2006-05-26 Thread Tony Firshman
John Taylor wrote:
 More can be applied to both quantity and numbers, so why cannot less
 It is regular practise now to talk about me and you, not you and I.
 While I agree with you on the use of fewer and less, it must be  
 remembered that English is not a fixed language.
 I am always deeply suspicious of people who make rules for other people.
 Who decides what is right and what is wrong in English?

It is not a question of rules at all.

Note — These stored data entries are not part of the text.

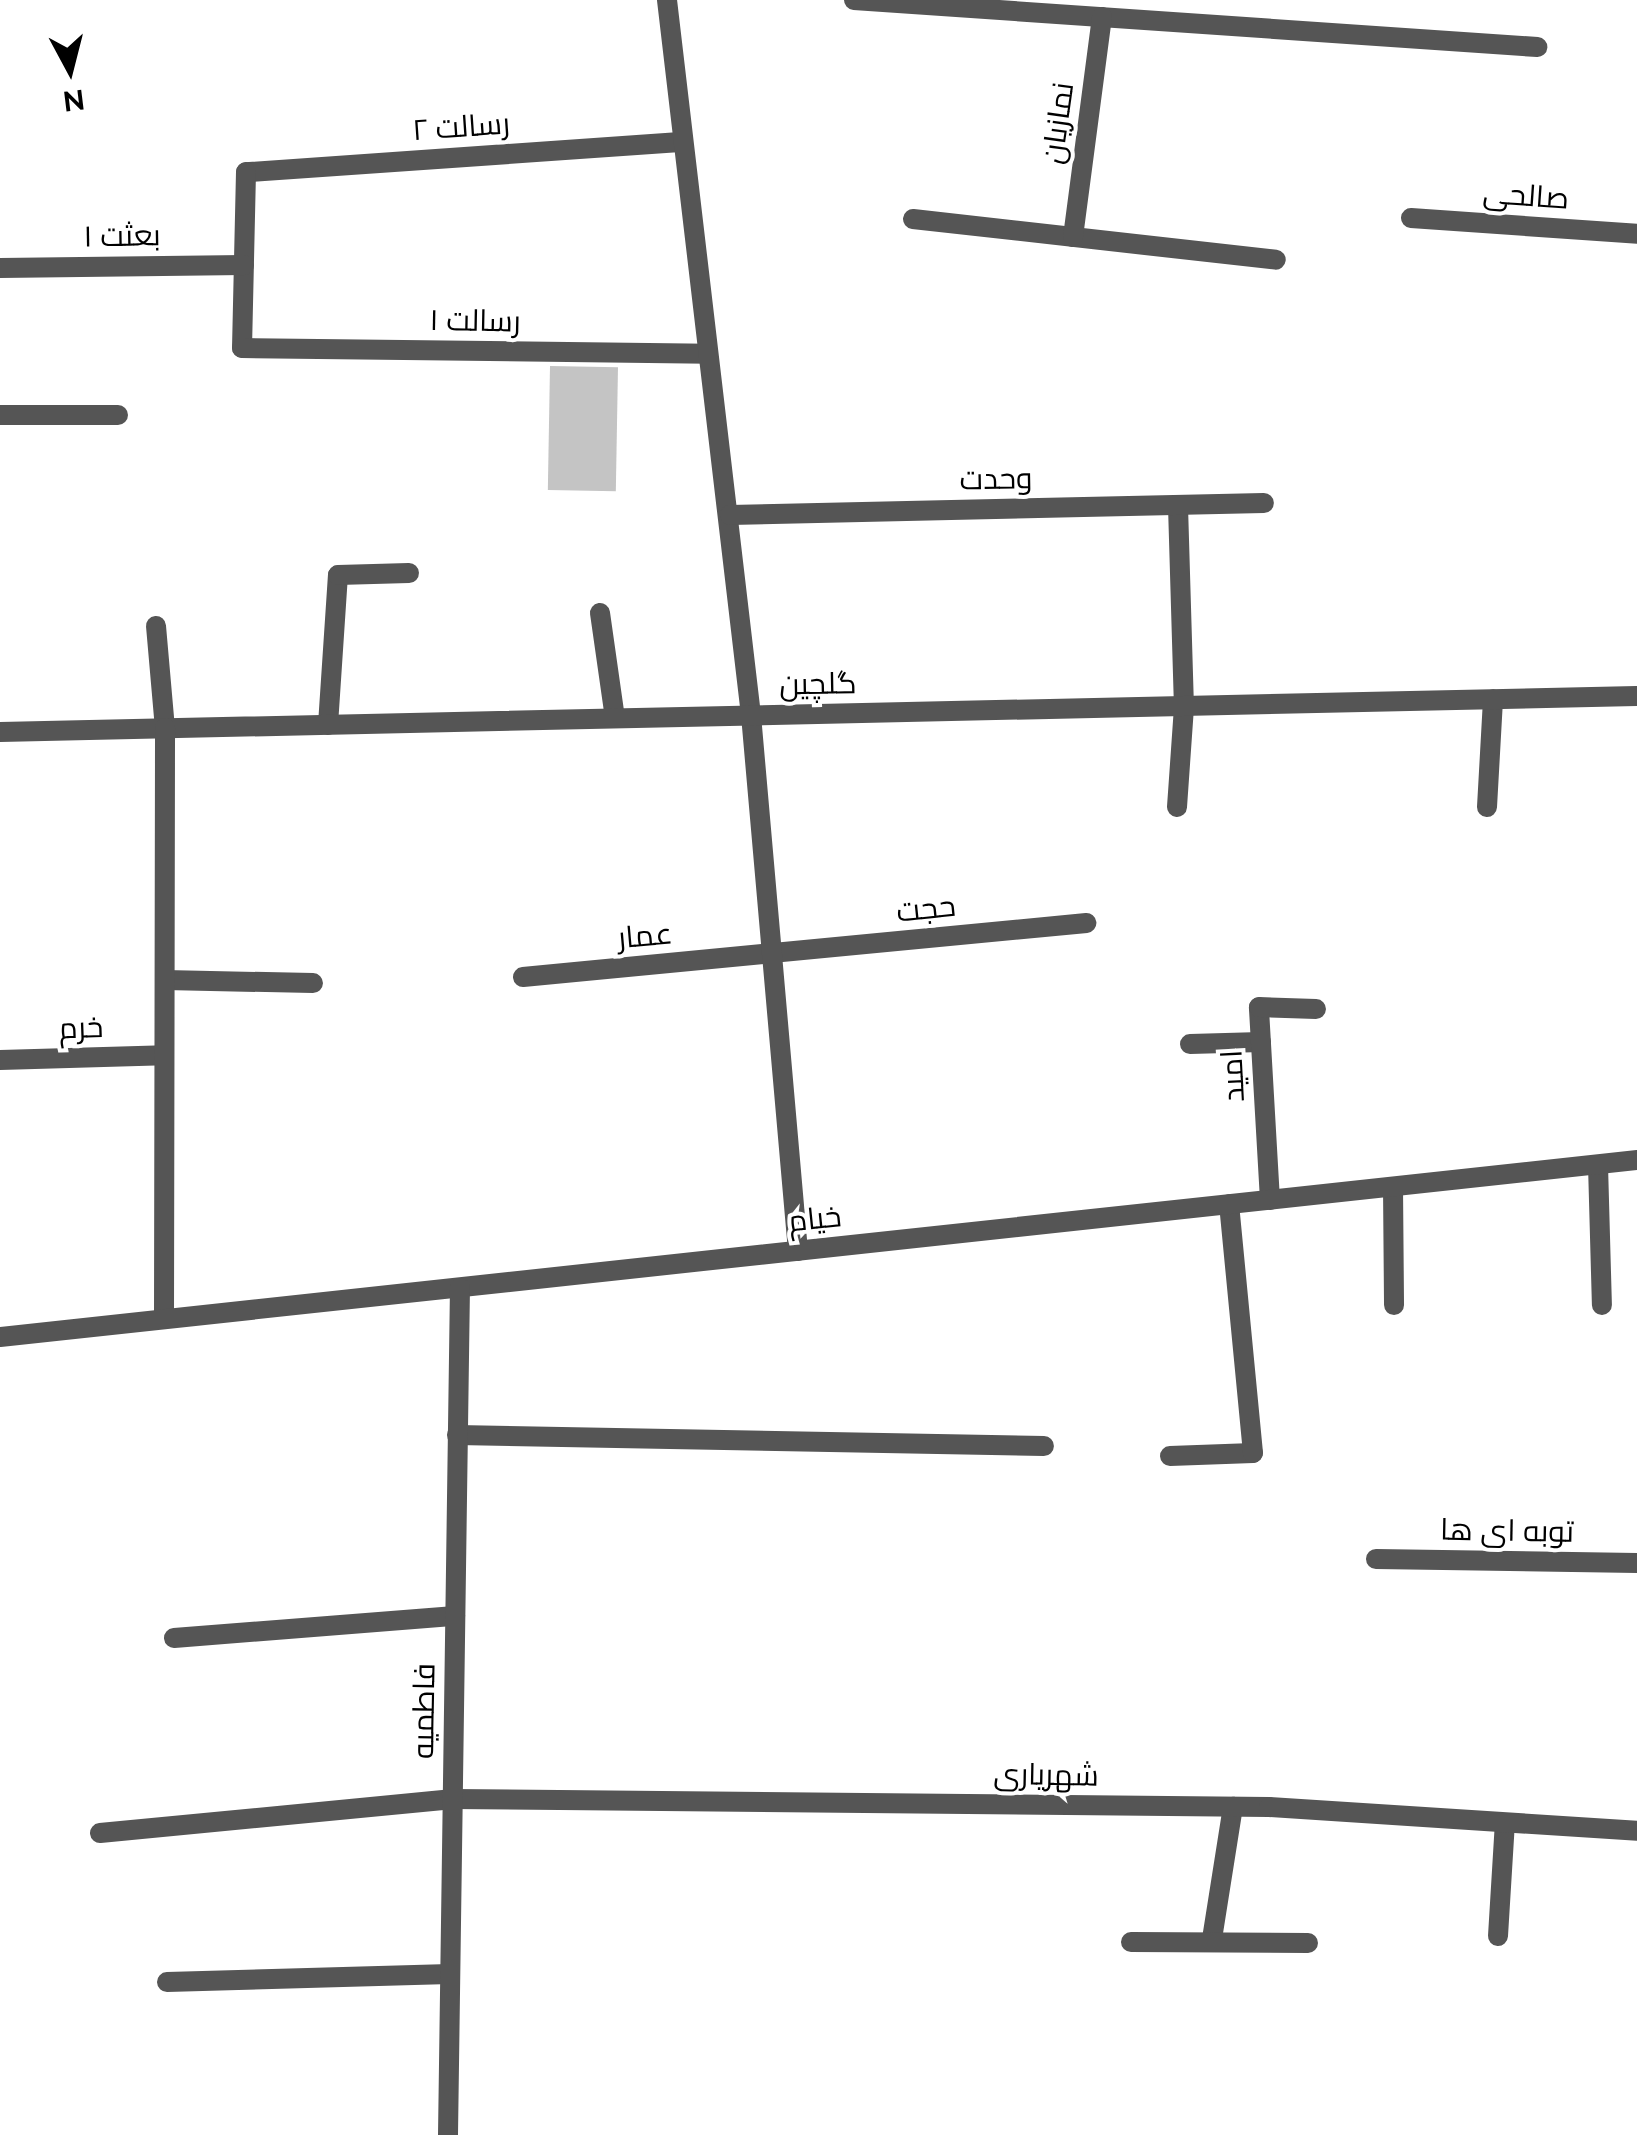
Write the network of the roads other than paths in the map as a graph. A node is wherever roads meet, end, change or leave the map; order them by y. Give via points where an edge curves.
1 (667, 0) edge
2 (854, 0) edge
3 (1102, 17) junction
4 (1537, 47) dead end
5 (680, 142) junction
6 (1411, 218) dead end
7 (912, 219) dead end
8 (1637, 234) edge
9 (1073, 237) junction
10 (1276, 260) dead end
11 (244, 264) junction
12 (0, 268) edge
13 (708, 354) junction
14 (0, 414) edge
15 (118, 415) dead end
16 (1264, 504) dead end
17 (1178, 506) junction
18 (730, 514) junction
19 (408, 574) dead end
20 (600, 614) dead end
21 (156, 626) dead end
22 (1637, 696) edge
23 (1493, 700) junction
24 (1184, 706) junction
25 (751, 716) junction
26 (616, 718) junction
27 (328, 724) junction
28 (165, 728) junction
29 (0, 732) edge
30 (1176, 807) dead end
31 (1487, 807) dead end
32 (1086, 923) dead end
33 (772, 954) junction
34 (523, 976) dead end
35 (165, 980) junction
36 (313, 983) dead end
37 (1316, 1009) dead end
38 (1261, 1042) junction
39 (1190, 1044) dead end
40 (164, 1055) junction
41 (0, 1060) edge
42 (1637, 1160) edge
43 (1598, 1164) junction
44 (1392, 1186) junction
45 (1270, 1200) junction
46 (1229, 1204) junction
47 (798, 1251) junction
48 (460, 1288) junction
49 (1394, 1305) dead end
50 (1602, 1305) dead end
51 (164, 1319) junction
52 (0, 1337) edge
53 (458, 1436) junction
54 (1044, 1446) dead end
55 (1170, 1456) dead end
56 (1376, 1559) dead end
57 (1637, 1563) edge
58 (455, 1616) junction
59 (174, 1638) dead end
60 (453, 1800) junction
61 (1233, 1807) junction
62 (1504, 1822) junction
63 (1637, 1831) edge
64 (100, 1833) dead end
65 (1498, 1936) dead end
66 (1212, 1939) junction
67 (1131, 1942) dead end
68 (1308, 1943) dead end
69 (450, 1974) junction
70 (166, 1982) dead end
71 (448, 2135) edge

1 - 5 street
2 - 3 street
3 - 4 street
3 - 9 street, نمازیان
5 - 11 street, رسالت ۲ via 246,172
5 - 13 street
6 - 8 street, صالحی
7 - 9 street
9 - 10 street
11 - 12 street, بعثت ۱
11 - 13 street, رسالت ۱ via 242,348
13 - 18 street
14 - 15 street
16 - 17 street, وحدت
17 - 18 street, وحدت
17 - 24 street
18 - 25 street
19 - 27 street via 338,575
20 - 26 street
21 - 28 street
22 - 23 street, گلچین
23 - 24 street, گلچین
23 - 31 street
24 - 25 street, گلچین
24 - 30 street
25 - 26 street, گلچین
25 - 33 street
26 - 27 street, گلچین
27 - 28 street, گلچین
28 - 29 street, گلچین
28 - 35 street
32 - 33 street, حجت
33 - 34 street, عمار
33 - 47 street
35 - 36 street
35 - 40 street
37 - 38 street, امید via 1259,1007
38 - 39 street
38 - 45 street, امید
40 - 41 street, خرم
40 - 51 street
42 - 43 street, خیام
43 - 44 street, خیام
43 - 50 street
44 - 45 street, خیام
44 - 49 street
45 - 46 street, خیام
46 - 47 street, خیام
46 - 55 street via 1252,1452
47 - 48 street, خیام
48 - 51 street, خیام
48 - 53 street, فاطمیه
51 - 52 street, خیام
53 - 54 street
53 - 58 street, فاطمیه
56 - 57 street, توبه ای ها
58 - 59 street
58 - 60 street, فاطمیه
60 - 61 street, شهریاری
60 - 64 street, شهریاری
60 - 69 street, فاطمیه
61 - 62 street, شهریاری
61 - 66 street
62 - 63 street, شهریاری
62 - 65 street
66 - 67 street
66 - 68 street
69 - 70 street
69 - 71 street, فاطمیه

It is an issue of meaning.  The 
issue of jockeys (previous post) demonstrates that perfectly.

You are right about 'more' - I reckon there must have been an equivalent 
in the past which has died.  There is 'much' and 'many' of course. 
This also fits into the 'more jockey' concept.  Other than the use of 
'more jockeys' there is not way to establish whether we are talking 
about the increased weight or numbers of jockeys without adding more 
words.  That is dulled down language!

As I said originally, I don't mind language changing at all - it has to, 
or die like Latin.  What I don't like is the dulling down of meaning.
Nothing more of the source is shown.